— Exercise instructions —
Set down exactly the lines in the records below that run from the line with "index mcp: (618, 461)" to the line with "middle mcp: (1211, 783)", inclusive, and nothing more.

[Saved data entries]

*** Begin section ***

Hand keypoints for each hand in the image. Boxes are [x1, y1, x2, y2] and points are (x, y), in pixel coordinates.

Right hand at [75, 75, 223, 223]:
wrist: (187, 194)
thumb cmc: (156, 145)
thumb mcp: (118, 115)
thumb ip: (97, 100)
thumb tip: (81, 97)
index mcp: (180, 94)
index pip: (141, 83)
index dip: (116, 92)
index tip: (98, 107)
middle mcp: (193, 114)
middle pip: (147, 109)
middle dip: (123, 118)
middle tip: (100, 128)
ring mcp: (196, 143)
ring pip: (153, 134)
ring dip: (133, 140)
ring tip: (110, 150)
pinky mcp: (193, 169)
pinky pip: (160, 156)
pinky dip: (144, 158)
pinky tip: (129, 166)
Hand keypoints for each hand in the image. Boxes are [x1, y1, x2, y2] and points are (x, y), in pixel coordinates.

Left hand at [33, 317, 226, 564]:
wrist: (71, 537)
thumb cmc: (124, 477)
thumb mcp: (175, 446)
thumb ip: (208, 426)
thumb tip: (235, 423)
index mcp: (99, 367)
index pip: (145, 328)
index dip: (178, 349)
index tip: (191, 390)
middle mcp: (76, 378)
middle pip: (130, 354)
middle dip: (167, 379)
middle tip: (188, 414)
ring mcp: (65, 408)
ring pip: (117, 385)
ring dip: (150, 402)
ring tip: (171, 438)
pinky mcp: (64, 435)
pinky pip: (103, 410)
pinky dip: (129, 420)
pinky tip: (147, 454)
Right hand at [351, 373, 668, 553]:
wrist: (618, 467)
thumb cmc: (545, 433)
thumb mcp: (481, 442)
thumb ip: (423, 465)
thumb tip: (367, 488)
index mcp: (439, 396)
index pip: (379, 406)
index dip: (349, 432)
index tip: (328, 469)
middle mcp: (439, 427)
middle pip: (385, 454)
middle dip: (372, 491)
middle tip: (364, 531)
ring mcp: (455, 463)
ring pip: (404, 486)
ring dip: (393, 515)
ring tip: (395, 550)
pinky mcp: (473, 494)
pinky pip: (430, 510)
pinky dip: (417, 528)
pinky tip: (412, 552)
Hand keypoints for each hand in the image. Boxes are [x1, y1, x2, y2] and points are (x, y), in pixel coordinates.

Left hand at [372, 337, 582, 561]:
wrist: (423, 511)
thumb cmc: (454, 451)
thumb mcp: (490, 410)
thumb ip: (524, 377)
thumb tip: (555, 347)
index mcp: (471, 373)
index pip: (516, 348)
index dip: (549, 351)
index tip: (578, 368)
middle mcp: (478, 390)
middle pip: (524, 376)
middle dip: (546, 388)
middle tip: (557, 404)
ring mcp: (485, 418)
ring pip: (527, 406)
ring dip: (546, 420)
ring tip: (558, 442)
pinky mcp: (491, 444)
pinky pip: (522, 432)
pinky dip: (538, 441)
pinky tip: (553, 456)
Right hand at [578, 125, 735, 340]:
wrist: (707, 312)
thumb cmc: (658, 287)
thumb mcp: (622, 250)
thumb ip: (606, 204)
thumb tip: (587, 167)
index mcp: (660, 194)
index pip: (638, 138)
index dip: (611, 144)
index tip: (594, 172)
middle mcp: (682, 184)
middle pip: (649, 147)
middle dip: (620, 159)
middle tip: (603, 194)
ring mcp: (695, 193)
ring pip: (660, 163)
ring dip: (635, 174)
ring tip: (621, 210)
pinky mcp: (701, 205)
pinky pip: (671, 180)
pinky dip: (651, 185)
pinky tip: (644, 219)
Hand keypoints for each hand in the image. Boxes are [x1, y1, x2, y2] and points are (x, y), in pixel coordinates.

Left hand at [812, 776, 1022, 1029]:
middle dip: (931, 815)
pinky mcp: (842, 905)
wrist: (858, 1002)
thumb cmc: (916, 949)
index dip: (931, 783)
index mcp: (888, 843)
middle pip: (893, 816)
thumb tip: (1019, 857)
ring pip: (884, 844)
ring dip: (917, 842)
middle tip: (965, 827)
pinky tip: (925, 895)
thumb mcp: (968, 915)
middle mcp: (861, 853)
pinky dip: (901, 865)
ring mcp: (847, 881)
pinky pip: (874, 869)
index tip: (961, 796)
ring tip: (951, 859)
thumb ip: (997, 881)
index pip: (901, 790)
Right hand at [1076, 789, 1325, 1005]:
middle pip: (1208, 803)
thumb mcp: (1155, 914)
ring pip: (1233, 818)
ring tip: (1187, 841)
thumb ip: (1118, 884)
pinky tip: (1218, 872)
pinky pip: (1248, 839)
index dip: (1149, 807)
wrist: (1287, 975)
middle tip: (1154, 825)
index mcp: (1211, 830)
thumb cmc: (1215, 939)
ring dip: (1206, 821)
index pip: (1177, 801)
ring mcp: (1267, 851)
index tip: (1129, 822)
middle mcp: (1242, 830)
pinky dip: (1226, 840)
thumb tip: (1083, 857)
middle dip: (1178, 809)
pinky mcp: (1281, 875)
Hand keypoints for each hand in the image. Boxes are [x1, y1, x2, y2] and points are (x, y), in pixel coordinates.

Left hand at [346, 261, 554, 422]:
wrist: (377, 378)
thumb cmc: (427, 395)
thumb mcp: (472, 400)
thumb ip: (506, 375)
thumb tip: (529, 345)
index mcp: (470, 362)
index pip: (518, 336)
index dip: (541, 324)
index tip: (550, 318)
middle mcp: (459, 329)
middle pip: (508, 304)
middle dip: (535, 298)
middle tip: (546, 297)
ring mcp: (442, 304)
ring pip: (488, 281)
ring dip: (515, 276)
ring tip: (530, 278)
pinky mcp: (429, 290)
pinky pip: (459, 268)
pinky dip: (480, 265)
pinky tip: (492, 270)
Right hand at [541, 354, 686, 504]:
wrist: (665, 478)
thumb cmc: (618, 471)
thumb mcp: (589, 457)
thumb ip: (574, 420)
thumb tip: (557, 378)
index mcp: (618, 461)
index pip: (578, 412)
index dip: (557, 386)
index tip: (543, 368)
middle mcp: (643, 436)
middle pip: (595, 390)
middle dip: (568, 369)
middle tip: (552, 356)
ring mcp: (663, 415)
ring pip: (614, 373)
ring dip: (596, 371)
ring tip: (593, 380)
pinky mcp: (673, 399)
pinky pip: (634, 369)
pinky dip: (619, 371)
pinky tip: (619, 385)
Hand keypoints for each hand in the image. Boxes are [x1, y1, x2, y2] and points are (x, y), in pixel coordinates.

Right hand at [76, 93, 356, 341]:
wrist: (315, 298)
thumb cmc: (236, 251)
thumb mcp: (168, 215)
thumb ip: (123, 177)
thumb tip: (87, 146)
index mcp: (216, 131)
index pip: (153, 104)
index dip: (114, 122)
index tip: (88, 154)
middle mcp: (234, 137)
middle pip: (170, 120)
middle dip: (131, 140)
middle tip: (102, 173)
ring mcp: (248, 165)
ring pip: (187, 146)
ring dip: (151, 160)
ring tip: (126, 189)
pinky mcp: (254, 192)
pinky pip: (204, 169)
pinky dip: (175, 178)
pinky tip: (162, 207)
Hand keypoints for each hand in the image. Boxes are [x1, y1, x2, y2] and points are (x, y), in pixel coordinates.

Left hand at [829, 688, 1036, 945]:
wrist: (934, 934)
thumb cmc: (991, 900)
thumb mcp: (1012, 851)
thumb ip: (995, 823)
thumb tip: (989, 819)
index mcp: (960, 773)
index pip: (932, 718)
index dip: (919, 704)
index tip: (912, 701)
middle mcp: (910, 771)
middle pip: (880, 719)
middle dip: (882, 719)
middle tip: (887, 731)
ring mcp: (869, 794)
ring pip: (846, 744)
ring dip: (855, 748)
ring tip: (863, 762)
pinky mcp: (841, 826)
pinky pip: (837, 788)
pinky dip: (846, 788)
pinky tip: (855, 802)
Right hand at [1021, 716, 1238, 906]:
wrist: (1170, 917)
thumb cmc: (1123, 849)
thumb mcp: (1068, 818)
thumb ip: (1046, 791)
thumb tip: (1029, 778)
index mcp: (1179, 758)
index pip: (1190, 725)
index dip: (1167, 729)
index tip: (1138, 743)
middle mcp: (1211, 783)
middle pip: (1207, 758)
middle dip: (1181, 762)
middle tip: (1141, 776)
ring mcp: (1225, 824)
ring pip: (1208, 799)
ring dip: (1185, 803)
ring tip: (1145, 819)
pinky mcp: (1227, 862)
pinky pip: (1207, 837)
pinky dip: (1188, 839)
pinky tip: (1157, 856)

*** End section ***

— Result for this exercise —
index mcp: (618, 461)
index pip: (578, 412)
index dip: (557, 386)
index tip: (543, 368)
middle mcp: (643, 436)
middle pip: (595, 390)
middle dip: (568, 369)
middle tip: (552, 356)
ring mcp: (663, 415)
ring pip: (614, 373)
ring dip: (596, 371)
ring tip: (593, 380)
pinky mcp: (673, 399)
pinky pip: (634, 369)
pinky dip: (619, 371)
pinky tip: (619, 385)
Hand keypoints for each hand in the image. Boxes are [x1, y1, x2, y2] and points are (x, y), in pixel coordinates.

Right hand at [76, 93, 356, 341]:
wrist: (315, 298)
thumb cmc: (236, 251)
thumb mcp: (168, 215)
thumb ip: (123, 177)
thumb tip: (87, 146)
index mcp: (216, 131)
index pip: (153, 104)
index dip: (114, 122)
index tip: (88, 154)
middle mcp: (234, 137)
middle pip: (170, 120)
middle dip: (131, 140)
middle tip: (102, 173)
ring mcp: (248, 165)
ring pip: (187, 146)
ring dip: (151, 160)
ring tip: (126, 189)
pinky mcp: (254, 192)
pinky pip: (204, 169)
pinky dip: (175, 178)
pinky tip: (162, 207)
Hand keypoints for each hand in the image. Boxes are [x1, y1, x2, y2] and points are (x, y), in pixel coordinates.

Left hand at [829, 688, 1036, 945]:
wrist: (934, 934)
thumb cmc: (991, 900)
thumb mcp: (1012, 851)
thumb ip: (995, 823)
thumb tip: (989, 819)
index mcp: (960, 773)
index pip: (932, 718)
index dip: (919, 704)
index tip: (912, 701)
middle mcp: (910, 771)
middle pip: (880, 719)
middle dip: (882, 719)
middle tip: (887, 731)
ring mcp: (869, 794)
ring pip: (846, 744)
ring dip: (855, 748)
ring tip: (863, 762)
pinky mcp: (841, 826)
pinky pip: (837, 788)
pinky dip: (846, 788)
pinky tip: (855, 802)
Right hand at [1021, 716, 1238, 906]:
wrist: (1170, 917)
thumb cmc: (1123, 849)
thumb mcp: (1068, 818)
thumb ip: (1046, 791)
thumb tip: (1029, 778)
index mcp: (1179, 758)
index pip: (1190, 725)
index dip: (1167, 729)
index tip: (1138, 743)
middle mcp: (1211, 783)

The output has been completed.